» Work order
Below are several records. Retype exactly those lines running from the one with "middle pip: (295, 211)" through the one with "pinky tip: (427, 328)", end lines included, and no others.

┌─ Data to examine

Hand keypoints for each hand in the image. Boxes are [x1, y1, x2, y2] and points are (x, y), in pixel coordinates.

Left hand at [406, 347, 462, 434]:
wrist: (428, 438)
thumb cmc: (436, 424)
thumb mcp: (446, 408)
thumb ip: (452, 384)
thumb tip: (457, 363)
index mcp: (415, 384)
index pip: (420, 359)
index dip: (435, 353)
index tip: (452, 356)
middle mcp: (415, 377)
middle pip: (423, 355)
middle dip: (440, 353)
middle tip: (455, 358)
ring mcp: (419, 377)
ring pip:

└─
┌─ Data to examine

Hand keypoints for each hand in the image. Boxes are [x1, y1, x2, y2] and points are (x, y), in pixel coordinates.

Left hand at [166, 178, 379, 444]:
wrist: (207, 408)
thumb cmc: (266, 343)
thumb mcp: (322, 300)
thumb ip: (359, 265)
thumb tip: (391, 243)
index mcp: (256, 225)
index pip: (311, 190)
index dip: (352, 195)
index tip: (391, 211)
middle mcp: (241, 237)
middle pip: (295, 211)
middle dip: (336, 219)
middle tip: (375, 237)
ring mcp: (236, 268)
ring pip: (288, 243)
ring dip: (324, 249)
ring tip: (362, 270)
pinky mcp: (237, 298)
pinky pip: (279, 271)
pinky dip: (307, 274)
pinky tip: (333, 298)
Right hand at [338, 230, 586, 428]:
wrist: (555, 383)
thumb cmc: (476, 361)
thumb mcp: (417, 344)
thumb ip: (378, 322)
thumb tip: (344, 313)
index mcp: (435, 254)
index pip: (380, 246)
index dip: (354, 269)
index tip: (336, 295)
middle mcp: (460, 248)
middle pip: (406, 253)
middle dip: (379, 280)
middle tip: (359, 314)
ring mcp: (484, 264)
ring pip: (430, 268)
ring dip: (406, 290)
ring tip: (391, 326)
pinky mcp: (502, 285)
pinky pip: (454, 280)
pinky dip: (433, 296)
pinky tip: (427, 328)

└─

» Exercise answer
middle pip: (295, 211)
middle dip: (336, 219)
middle tip: (375, 237)
ring mcp: (236, 268)
ring pip: (288, 243)
ring dip: (324, 249)
ring tip: (362, 270)
pinky mcp: (237, 298)
pinky pip: (279, 271)
pinky dip: (307, 274)
pinky tip: (333, 298)
Right hand at [338, 230, 586, 428]:
wrist: (555, 383)
thumb cmc: (476, 361)
thumb mcp: (417, 344)
thumb ip: (378, 322)
thumb tip: (344, 313)
index mcp: (435, 254)
index pip: (380, 246)
index dip: (354, 269)
index tip: (336, 295)
middle mcp: (460, 248)
middle pip: (406, 253)
middle dip: (379, 280)
middle tip: (359, 314)
ring mcp: (484, 264)
ring pip: (430, 268)
ring dip: (406, 290)
ring tip: (391, 326)
pinky mcp: (502, 285)
pinky pip: (454, 280)
pinky dip: (433, 296)
pinky tip: (427, 328)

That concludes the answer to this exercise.